Leo Fuchs is a Hollywood veteran who spent 20 years (1944 -1965) shooting some of the most moving and memorable images of ‘50s and ‘60s film icons. He had a major retrospective at the Academy of Motion Picture Arts and Sciences (the Oscar academy) in Los Angeles in 2001. "Shooting Stars: Photographs by Leo Fuchs," included photographs taken on and off the sets of such legendary films as “Exodus," "To Kill a Mockingbird," “The Nun's Story,” “Cape Fear,” and “Lover Come Back.”
Although Fuchs spent over twenty years as a motion picture producer, beginning with “Gambit’ in 1966, his introduction to movie making came during the previous decades as one of the world's leading "special photographers" on movie sets in Europe and North America. As a magazine photographer, he was one of the rare “outsiders” invited onto movie sets and left to his own devises to befriend movie stars and get candid shots both during shooting, and after hours while socializing with the stars. The resulting photographs, both intimate and immediate in their appeal, were then syndicated to magazines the world over. His sensitive and dramatic photographic essays of filmmaking appeared in such venerable publications as Life, Look, Paris Match, Bunte.
Film icons Audrey Hepburn, Paul Newman, Gregory Peck, Sean Connery, Shirley MacLaine, Frank Sinatra, Marlon Brando and Cary Grant, as well as such legendary directors as Billy Wilder, Otto Preminger and Fred Zinnemann were all captured by Fuchs’ camera.

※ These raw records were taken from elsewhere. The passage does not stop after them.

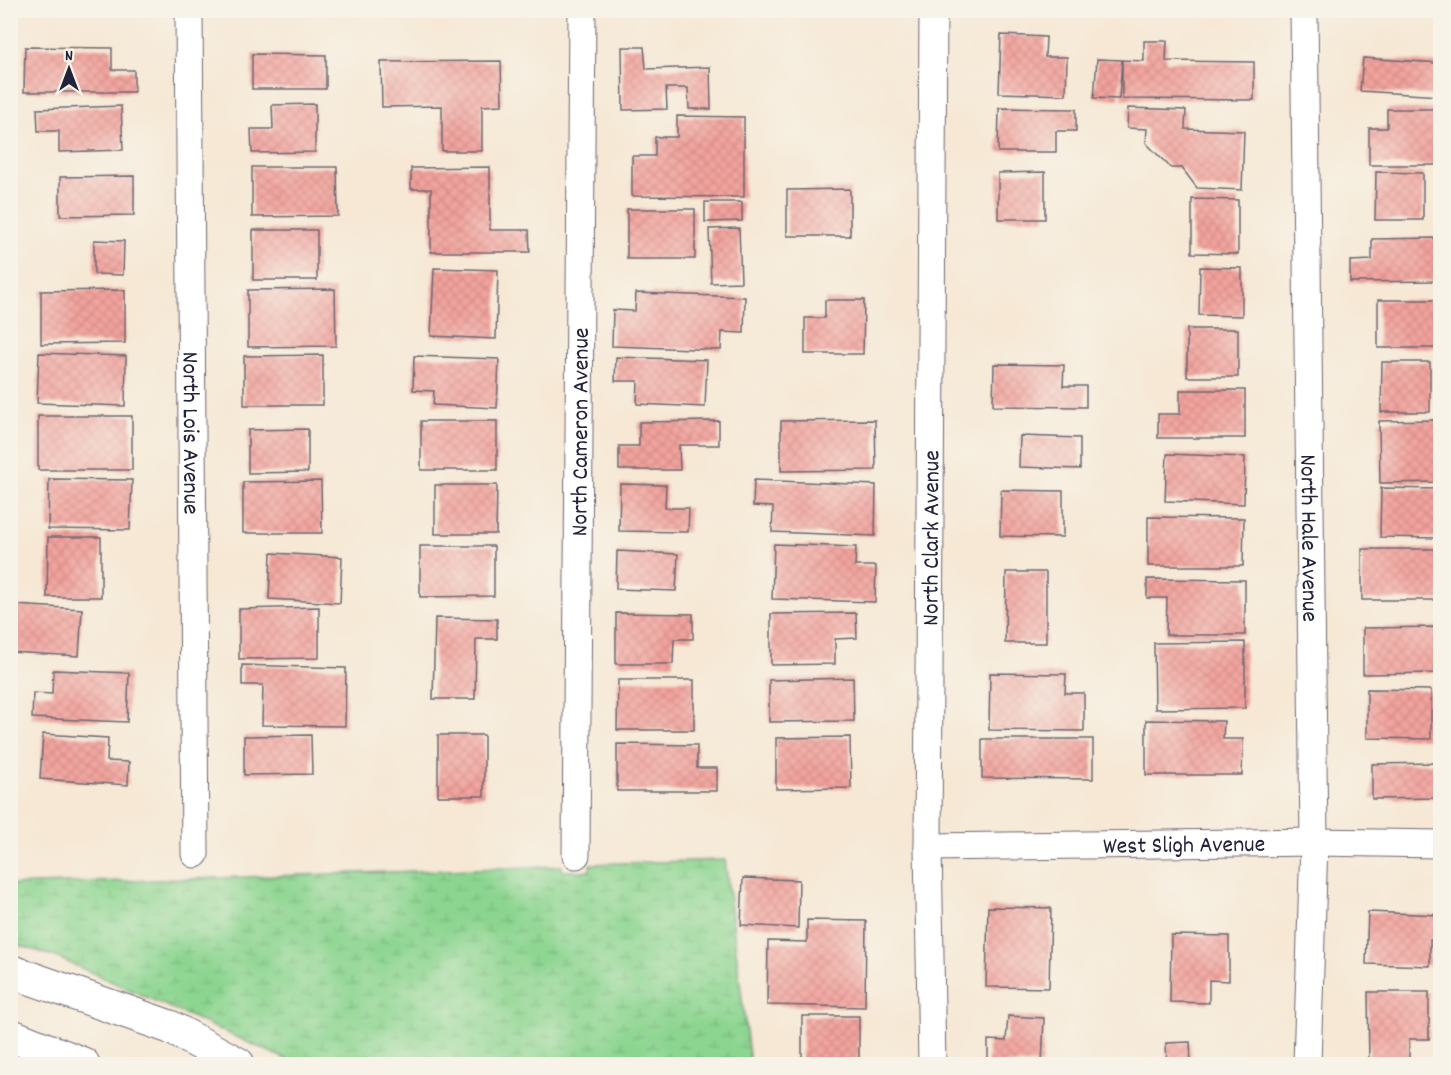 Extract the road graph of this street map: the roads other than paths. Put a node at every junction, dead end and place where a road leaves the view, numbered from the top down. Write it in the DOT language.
graph roads {
  1 [pos="189,10"];
  2 [pos="582,10"];
  3 [pos="933,10"];
  4 [pos="1304,10"];
  5 [pos="1314,842"];
  6 [pos="1440,844"];
  7 [pos="928,847"];
  8 [pos="195,854"];
  9 [pos="576,855"];
  10 [pos="10,971"];
  11 [pos="10,1035"];
  12 [pos="83,1065"];
  13 [pos="238,1065"];
  14 [pos="932,1065"];
  15 [pos="1307,1065"];
  1 -- 8 [label="street, North Lois Avenue"];
  2 -- 9 [label="street, North Cameron Avenue"];
  3 -- 7 [label="street, North Clark Avenue"];
  4 -- 5 [label="street, North Hale Avenue"];
  5 -- 6 [label="street, West Sligh Avenue"];
  5 -- 7 [label="street, West Sligh Avenue"];
  5 -- 15 [label="street, North Hale Avenue"];
  7 -- 14 [label="street, North Clark Avenue"];
  10 -- 13 [label="main road"];
  11 -- 12 [label="main road"];
}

Rock Hudson was actually responsible for Fuchs’ coming to Hollywood to work directly for the studios. While working in Rome with Hudson on “Come September,” Fuchs received a telegram from the head of publicity at Universal inviting him to California to work on 'Lover Come Back,” Hudson and Doris Day’s sequel to “Pillow Talk.”
Fuchs moved to Hollywood in 1961, where he photographed most Universal films made between 1961 and 1965, including “To Kill a Mockingbird,” “Cape Fear,” “40 Pounds of Trouble,” “Strange Bedfellows” and “Bedtime Story.” He also covered all of the Rock Hudson/Doris Day films for Universal, and directed and shot special advertising art as well.
As matter of courtesy, Fuchs would always show the actors his photographs before he sent them to his agent, resulting in an enormous amount of respect being built up between the photographer and his star subjects. Quite simply, the actors trusted him. The excellent working relationship Fuchs created can be seen clearly in the intimacy of his photographs.
In l964, Universal Studios president Edward Muhl persuaded the affable and cultured Fuchs to become a film producer. His first venture in his new role was producing “Gambit” starring Shirley MacLaine and hot British import Michael Caine. He went on to produce a total of 14 films in Hollywood and Europe, including “The Secret War of Harry Frigg” starring Paul Newman, “Le Mouton Enrage” (“Love at the Top”) featuring Romy Schneider and Jane Birkin, and “A Fine Pair” with Rock Hudson and Claudia Cardinale.
Born in Vienna to a family of pastry chefs in 1929, Fuchs emigrated to New York with his family in 1939. He sold his first picture (of Eleanor Roosevelt) for $5 when he was barely a teenager, then quit school at 14 to apprentice at Globe Photos in New York. He struck out on his own two years later, working in Broadway nightclubs and as a glamour photographer for newspapers and magazines. After serving as a Signal Corps cameraman in Germany in the early '50s, Fuchs stayed in Europe and was hired as a still photographer on his first film, “Magic Fire,” directed by William Dieterle.
As every picture tells a story, a book of the master photographer’s work is due out in 2004. And as Fuchs has a story for every one of his pictures, it promises to be a very close look indeed at an exceptional time in Hollywood history.
His son, Alexandre Fuchs, is also a photographer and lives in New York.